# hot to get into shows to participate



## blush (Feb 10, 2007)

Um, you really shouldn't be taking a horse that young into a show yet. Wait until they're about 4. Their mind isn't mature enough to handle a show atmosphere. 

Have you broken your horse yet and what type of showing are you planning to do?


----------



## mommadog1956 (Nov 6, 2006)

IF he is broke, at least to halter and lead, then you could enter him in a halter class or showmanship at halter. that wouldn't be a problem with his age.

then again, if he is broke and de-sensitized to all kinds of things, you could even enter him in fun shows/playdays. those are little shows that are huge competition things. we are having one in a couple of weeks where i live and it is just for fun and the experience of getting our horses around other horses and noises, etc.

there are plenty of 2 yr olds out there competing in all kinds of events!!!!! the older the better though, as it gives them a little more time to mature and get settled. 

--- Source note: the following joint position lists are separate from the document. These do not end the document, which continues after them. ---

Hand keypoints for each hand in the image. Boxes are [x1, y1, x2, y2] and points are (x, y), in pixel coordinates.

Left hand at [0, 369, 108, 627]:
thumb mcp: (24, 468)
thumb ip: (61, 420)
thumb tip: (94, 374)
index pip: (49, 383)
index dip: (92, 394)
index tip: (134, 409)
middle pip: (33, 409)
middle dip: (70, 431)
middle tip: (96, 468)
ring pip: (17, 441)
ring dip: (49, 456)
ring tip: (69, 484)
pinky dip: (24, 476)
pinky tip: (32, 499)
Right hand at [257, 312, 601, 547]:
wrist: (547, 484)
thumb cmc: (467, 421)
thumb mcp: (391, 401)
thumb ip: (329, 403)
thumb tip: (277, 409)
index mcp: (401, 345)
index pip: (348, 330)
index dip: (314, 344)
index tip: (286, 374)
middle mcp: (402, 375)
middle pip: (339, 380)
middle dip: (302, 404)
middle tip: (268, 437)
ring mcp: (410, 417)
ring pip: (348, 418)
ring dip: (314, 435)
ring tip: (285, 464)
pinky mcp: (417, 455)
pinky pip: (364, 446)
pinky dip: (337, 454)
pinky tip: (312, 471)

just check around your area, feed stores, tack shops, etc. there should be flyers put up there, that are announcing fun shows/playdays.


----------



## proeventer (Feb 25, 2007)

i live in uk so i dont no if the classes in the US are different but if hes 2 you know you can go in youngstock we call it inhand if you call it halter i dunno. obviously coloured classes aswell i would look in your newspaper or on the internet to find out where abouts in your area shows are held and what classes will be on


----------